This weekend was good enough to eat.

Partially due to all the wonderful things I did eat.

Saturday afternoon I met fellow Expats Charlie and Ari for lunch in Chinatown.

We started the adventure in Tang Frères, an Asian supermarket, and admired the sauces, ginseng and soy products, spices, adorable desserts and strange fruits. Soon just looking at food was too much for our hungry bellies, and we took off down avenue d’Ivry in search of a good dim sum restaurant.

We ended up in a large restaurant packed with Chinese families out for lunch. We read the menu with difficulty, as all our favorites had been translated into awkward French, and gave our orders to a flustered waiter.

I had ginger chicken, which I doused in chili sauce, and an iced lemon tea. I also made the mistake of biting into a bright green pepper from a large jar on our table, much to the amusement of the Parisians beside us, as tears rolled out of my eyes and I took on the heavy breathing of a woman in labor.

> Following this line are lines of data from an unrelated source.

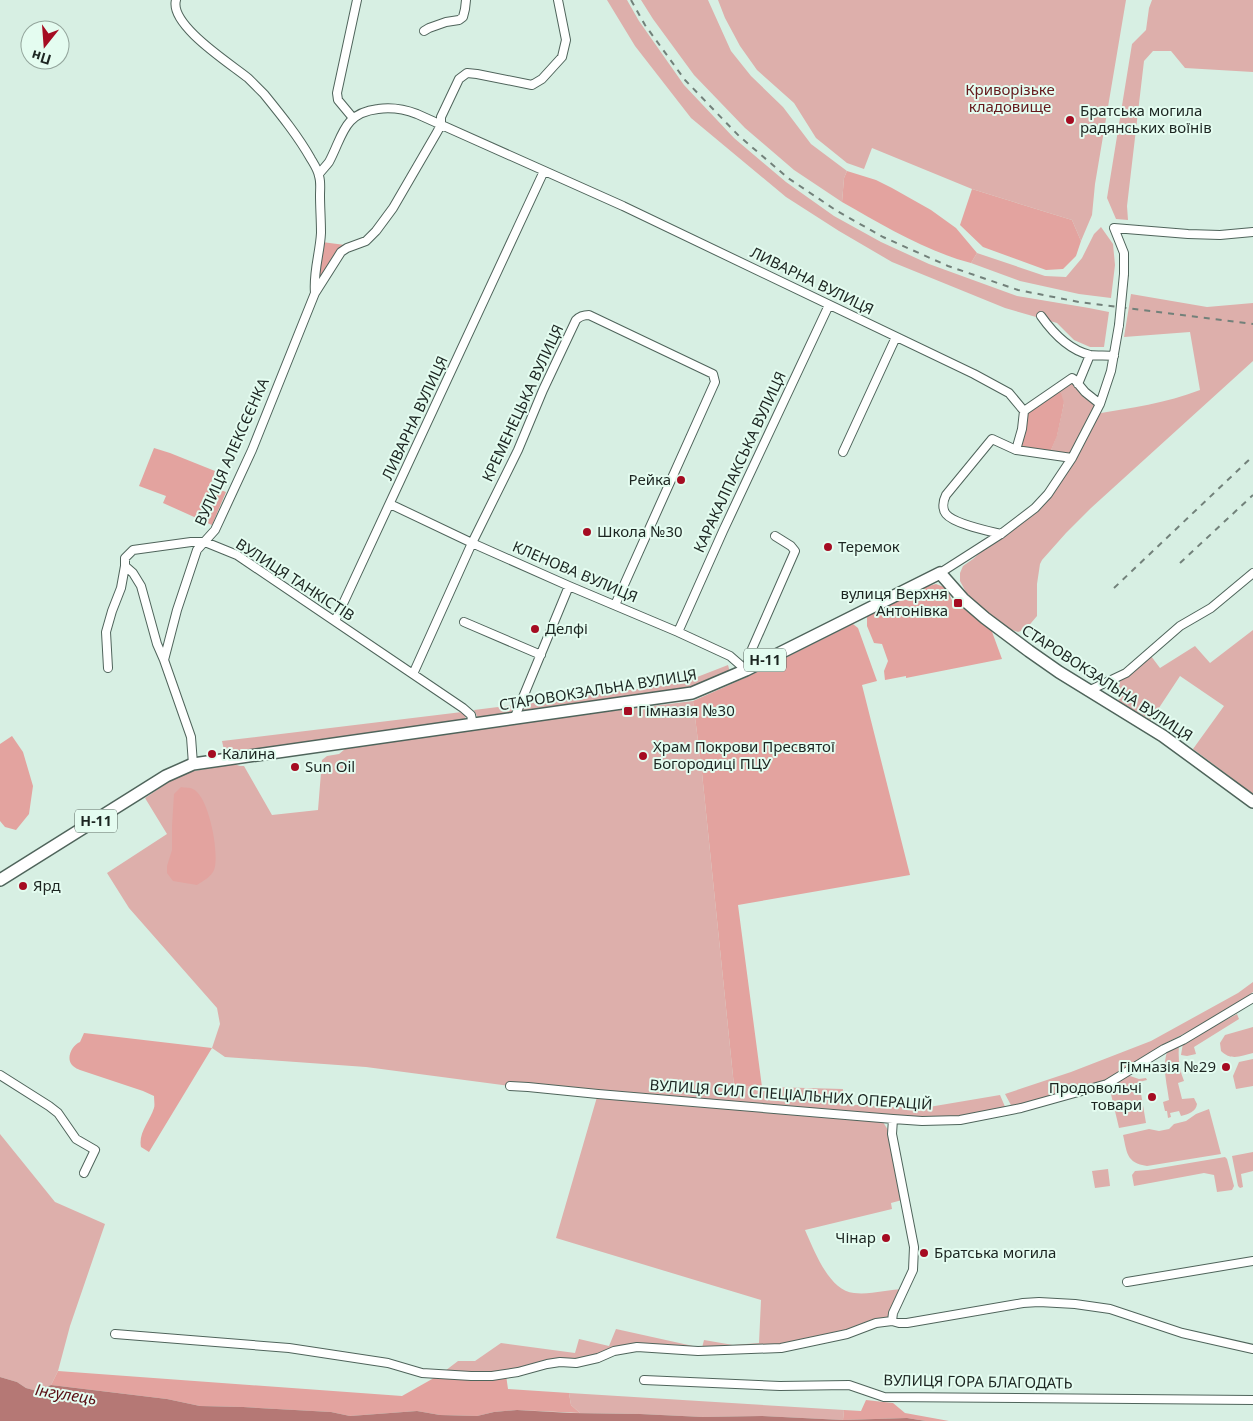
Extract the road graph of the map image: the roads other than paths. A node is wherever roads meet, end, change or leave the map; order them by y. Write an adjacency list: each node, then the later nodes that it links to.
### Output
1 (176, 0): 9 (street)
2 (357, 0): 6 (street)
3 (466, 0): 5 (street)
4 (558, 0): 7 (street)
5 (424, 31)
6 (353, 118): 7 (street, ЛИВАРНА ВУЛИЦЯ); 9 (street)
7 (441, 125): 8 (street, ЛИВАРНА ВУЛИЦЯ); 11 (street)
8 (544, 171): 12 (street, ЛИВАРНА ВУЛИЦЯ); 23 (street, ЛИВАРНА ВУЛИЦЯ)
9 (319, 174): 11 (street, ВУЛИЦЯ АЛЕКСЄЄНКА)
10 (1253, 232): 16 (street, bridge)
11 (315, 293): 26 (street, ВУЛИЦЯ АЛЕКСЄЄНКА)
12 (829, 304): 14 (street, ЛИВАРНА ВУЛИЦЯ); 35 (street, КАРАКАЛПАКСЬКА ВУЛИЦЯ)
13 (1041, 316): 15 (street)
14 (896, 337): 19 (street, ЛИВАРНА ВУЛИЦЯ); 21 (street)
15 (1090, 355): 16 (street); 17 (street)
16 (1114, 356): 18 (street)
17 (1078, 384): 18 (street); 19 (street)
18 (1100, 404): 22 (street)
19 (1024, 411): 20 (street)
20 (1016, 450): 22 (street); 24 (street)
21 (843, 452)
22 (1072, 458): 24 (street)
23 (390, 504): 27 (street, КЛЕНОВА ВУЛИЦЯ); 33 (street, ЛИВАРНА ВУЛИЦЯ)
24 (1002, 534): 29 (street)
25 (775, 536): 39 (street)
26 (205, 542): 28 (street, ВУЛИЦЯ ТАНКІСТІВ); 33 (street, ВУЛИЦЯ ТАНКІСТІВ); 37 (street, ВУЛИЦЯ АЛЕКСЄЄНКА)
27 (472, 543): 31 (street, КЛЕНОВА ВУЛИЦЯ); 32 (street, КРЕМЕНЕЦЬКА ВУЛИЦЯ); 40 (street, КРЕМЕНЕЦЬКА ВУЛИЦЯ)
28 (125, 566): 37 (street); 38 (street)
29 (940, 573): 39 (main road, СТАРОВОКЗАЛЬНА ВУЛИЦЯ / Н-11); 41 (main road, СТАРОВОКЗАЛЬНА ВУЛИЦЯ)
30 (1253, 573): 41 (street)
31 (570, 586): 32 (street, КЛЕНОВА ВУЛИЦЯ); 36 (street)
32 (615, 605): 35 (street, КЛЕНОВА ВУЛИЦЯ)
33 (335, 622): 40 (street, ВУЛИЦЯ ТАНКІСТІВ)
34 (464, 622): 36 (street)
35 (678, 632): 39 (street, КЛЕНОВА ВУЛИЦЯ)
36 (541, 654): 42 (street)
37 (164, 660): 44 (street)
38 (108, 668)
39 (746, 670): 42 (main road, СТАРОВОКЗАЛЬНА ВУЛИЦЯ / Н-11)
40 (413, 674): 43 (street, ВУЛИЦЯ ТАНКІСТІВ)
41 (1088, 691): 45 (main road, СТАРОВОКЗАЛЬНА ВУЛИЦЯ)
42 (514, 719): 43 (main road, СТАРОВОКЗАЛЬНА ВУЛИЦЯ / Н-11)
43 (473, 725): 44 (main road, СТАРОВОКЗАЛЬНА ВУЛИЦЯ / Н-11)
44 (193, 764): 46 (main road, СТАРОВОКЗАЛЬНА ВУЛИЦЯ / Н-11)
45 (1253, 802)
46 (0, 880)
47 (1253, 998): 50 (street, ВУЛИЦЯ СИЛ СПЕЦІАЛЬНИХ ОПЕРАЦІЙ)
48 (0, 1075): 51 (street)
49 (510, 1086): 50 (street, ВУЛИЦЯ СИЛ СПЕЦІАЛЬНИХ ОПЕРАЦІЙ)
50 (893, 1119): 54 (street)
51 (84, 1173)
52 (1253, 1261): 53 (street)
53 (1127, 1282)
54 (892, 1321): 55 (street); 56 (street)
55 (115, 1334)
56 (1253, 1349)
57 (644, 1380): 58 (street, ВУЛИЦЯ ГОРА БЛАГОДАТЬ)
58 (1253, 1400)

When the fire on my tongue went out I dipped into Charlie’s prawn dumplings and sweet pork cake. The flavors weren’t anything to brag about, but I liked the strange textures playing on my tongue.

For dessert I ordered a large piece of steamed vanilla cake, which arrived smoking in a beautiful bamboo box. It was light, fluffy, warm, and perfectly sweet.

After our Chinese lunch, another Asian supermarket, a French supermarket, tea and conversation at Charlie’s, I took the fast metro home with an invitation to a Mexican dinner party at Ari’s that evening. I happily accepted and told her I’d bring guacamole and vodka.

Later that evening, after a long, squishy metro ride, I arrived at Ari’s host family’s place, armed with two grocery bags.

I became quickly acquainted with all the other American exchange students as I threw together a guacamole in the tiny bohemian kitchen. Charlie mixed us all up cocktails as we all moved around the kitchen, whipping together the meal and getting to know each other. Other than Charlie, it was all girls, and all were curious about the au pair lifestyle and what I was doing in Paris.

It was a good atmosphere, with Ari throwing spices in a pan, everyone digging happily into the guacamole, and the drinks and conversation flowing over good music in the small artsy space.

After fajitas, a giant crumbling cookie and a fruit salad, everyone was laughing, singing, and drinking together. When it was coming near the time of the last metro, half the group set off home, while half of us set out to find some night life.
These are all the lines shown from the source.